As an “IQ junkie”, anything about IQ is going to pique my interest. I saw this going viral: American IQ scores have rapidly dropped, proving the ‘Reverse Flynn effect’ . I don’t think it necessarily proves what it purports to claim. It’s possible:
-The Fynn Effect never existed. The existence or lack thereof of the Flynn Effect is debated.
-Purported IQ declines from 2006-2018 on online IQ tests cannot be readily generalized to the entire US population, or as a harbinger of a new trend. It’s possible that the long-term trend of IQs rising is still intact, but we would also expect some years in which IQs are falling (secular vs cyclical) within this long-term trend.
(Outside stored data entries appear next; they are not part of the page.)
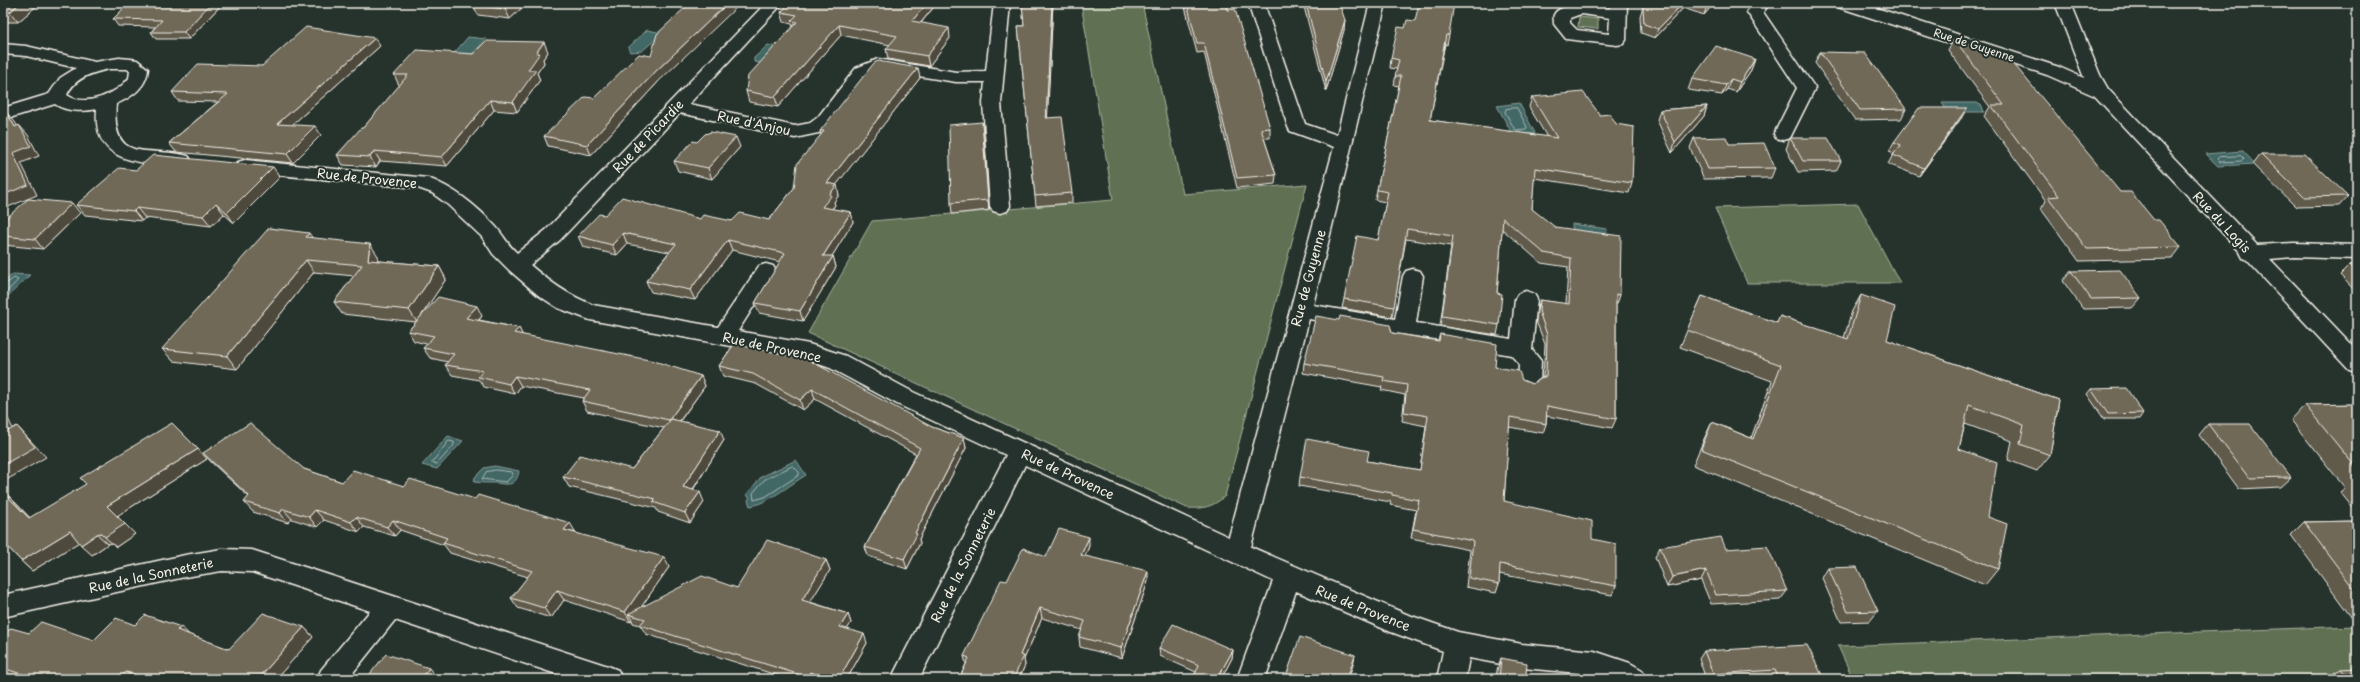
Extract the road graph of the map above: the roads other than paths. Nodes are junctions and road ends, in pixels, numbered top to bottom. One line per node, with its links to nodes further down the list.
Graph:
1 (776, 3): 14 (street, Rue de Picardie)
2 (1002, 3): 10 (street)
3 (1256, 3): 17 (street)
4 (1378, 3): 17 (street, Rue de Guyenne)
5 (1762, 3): 16 (street)
6 (1844, 3): 11 (street, Rue de Guyenne)
7 (2064, 3): 11 (street, Rue du Logis)
8 (3, 49): 9 (street)
9 (96, 67): 12 (street); 13 (street)
10 (995, 76): 14 (street, Rue d'Anjou); 20 (street)
11 (2101, 92): 21 (street, Rue du Logis)
12 (57, 97): 13 (street); 15 (street)
13 (107, 101): 18 (street)
14 (675, 106): 23 (street, Rue de Picardie)
15 (3, 114)
16 (1784, 134)
17 (1344, 144): 27 (street, Rue de Guyenne)
18 (199, 162)
19 (223, 164): 23 (street, Rue de Provence)
20 (1000, 206)
21 (2250, 252): 22 (street); 31 (street, Rue du Logis)
22 (2357, 252)
23 (516, 265): 29 (street, Rue de Provence)
24 (766, 272): 29 (street)
25 (1413, 276): 28 (street)
26 (1526, 299): 30 (street)
27 (1299, 310): 28 (street); 34 (street, Rue de Guyenne)
28 (1404, 328): 30 (street)
29 (724, 336): 33 (street, Rue de Provence)
30 (1521, 349): 32 (street)
31 (2357, 364)
32 (1529, 383)
33 (1020, 451): 34 (street, Rue de Provence); 41 (street, Rue de la Sonneterie)
34 (1237, 553): 35 (street, Rue de Provence)
35 (1288, 576): 38 (street, Rue de Provence); 42 (street)
36 (3, 606): 37 (street, Rue de la Sonneterie)
37 (389, 608): 39 (street); 40 (street, Rue de la Sonneterie)
38 (1458, 644): 43 (street); 44 (street, Rue de Provence)
39 (331, 679)
40 (608, 679)
41 (905, 679)
42 (1252, 679)
43 (1451, 679)
44 (1632, 679)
-Even if it does signify that people are getting dumber, there are more total smart people overall even if average IQs are falling slightly. It would seem as if the US economy has benefited from a windfall of high-IQ immigrants (Russian Jews, Slavs, Orientals, etc.) to compensate for dysgenic demographic trends otherwise. This is why the US economy pulled so far ahead of Europe starting in the early 20th century, and then accelerated even more so starting in 2009 with the FANG tech boom, and then post-2020 during and after Covid. It’s also part of the ‘great bifurcation’ seen everywhere in the US of things getting dumber and smarter at the same time, such as kids taking calculus at earlier and earlier ages, but at the same time juxtaposed with dumbing-down elsewhere (such as schools ‘banning‘ algebra).
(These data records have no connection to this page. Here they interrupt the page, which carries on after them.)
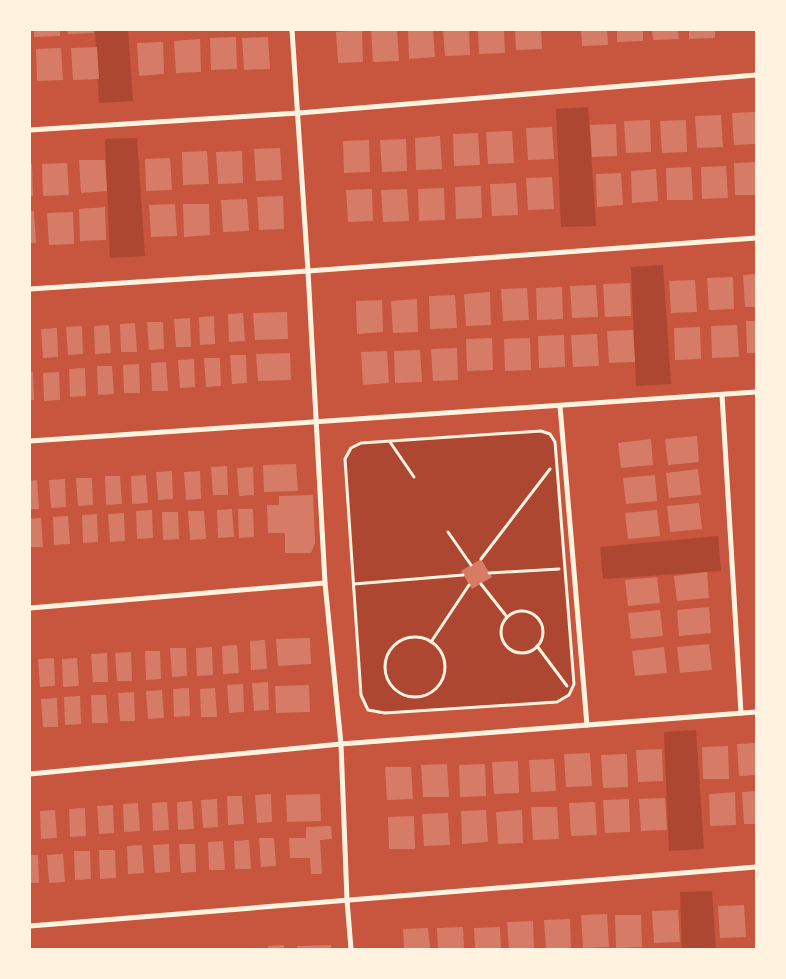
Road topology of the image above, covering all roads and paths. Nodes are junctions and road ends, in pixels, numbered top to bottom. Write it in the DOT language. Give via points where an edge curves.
graph roads {
  1 [pos="292,30"];
  2 [pos="756,75"];
  3 [pos="299,113"];
  4 [pos="30,130"];
  5 [pos="756,238"];
  6 [pos="308,272"];
  7 [pos="30,289"];
  8 [pos="756,392"];
  9 [pos="722,395"];
  10 [pos="560,406"];
  11 [pos="317,422"];
  12 [pos="30,441"];
  13 [pos="390,442"];
  14 [pos="556,461"];
  15 [pos="414,477"];
  16 [pos="448,532"];
  17 [pos="480,559"];
  18 [pos="471,565"];
  19 [pos="565,569"];
  20 [pos="489,573"];
  21 [pos="463,575"];
  22 [pos="325,584"];
  23 [pos="354,584"];
  24 [pos="481,584"];
  25 [pos="469,585"];
  26 [pos="30,608"];
  27 [pos="507,617"];
  28 [pos="432,642"];
  29 [pos="537,646"];
  30 [pos="571,691"];
  31 [pos="756,712"];
  32 [pos="741,713"];
  33 [pos="587,725"];
  34 [pos="342,744"];
  35 [pos="30,774"];
  36 [pos="756,867"];
  37 [pos="347,900"];
  38 [pos="30,926"];
  39 [pos="351,949"];
  1 -- 3 [label="street"];
  2 -- 3 [label="street"];
  3 -- 4 [label="street"];
  3 -- 6 [label="street"];
  5 -- 6 [label="street"];
  6 -- 7 [label="street"];
  6 -- 11 [label="street"];
  8 -- 9 [label="street"];
  9 -- 10 [label="street"];
  9 -- 32 [label="street"];
  10 -- 11 [label="street"];
  10 -- 33 [label="street"];
  11 -- 12 [label="street"];
  11 -- 22 [label="street"];
  13 -- 14 [label="path" via="541,431 550,434 555,442"];
  13 -- 15 [label="path"];
  13 -- 23 [label="path" via="361,443 351,448 345,459"];
  14 -- 17 [label="path"];
  14 -- 19 [label="path"];
  16 -- 18 [label="path"];
  19 -- 20 [label="path"];
  19 -- 30 [label="path" via="574,684"];
  21 -- 23 [label="path"];
  22 -- 26 [label="street"];
  22 -- 34 [label="street"];
  23 -- 30 [label="path" via="361,695 368,710 384,713 558,702"];
  24 -- 27 [label="path"];
  25 -- 28 [label="path"];
  27 -- 29 [label="path" via="522,610 536,616 543,630"];
  27 -- 29 [label="path" via="501,631 508,648 522,653"];
  28 -- 28 [label="path" via="411,637 399,641 390,650 386,674 399,692 419,696 432,692 439,685 445,665"];
  29 -- 30 [label="path"];
  31 -- 32 [label="street"];
  32 -- 33 [label="street"];
  33 -- 34 [label="street"];
  34 -- 35 [label="street"];
  34 -- 37 [label="street"];
  36 -- 37 [label="street"];
  37 -- 38 [label="street"];
  37 -- 39 [label="street"];
}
-As Emil notes, grade or credential inflation can play a role. If we imagine due to grade inflation that the minimum IQ to graduate college has declined from, say, 110 to 100 from 2006 to 2018, we can expect the mean IQs of both high school grads and college grads to fall even in the absence of a reverse Flynn Effect.
For example, in 2006, let’s assume college grads have a mean IQ of 115 and high school grads have a mean IQ of 105. Then, in 2018, high school grads with IQs in the 100-110 range are able to finish college due to grade inflation, which lowers the mean IQ of college graduates to maybe 105. Consequently, the mean IQ for high school grads falls too, maybe to 97 or so. But this would cause an increase in the percentage of college educated adults in the US, which is corroborated by the data:
-Notably any mention of race or immigration is absent from this study. These variables are not immaterial.
Overall, I think it’s hard to conclude either way.
Flynn Effect is just better data compression, where the increased “human intelligence” is “stored” in the form of better metaphors and memes.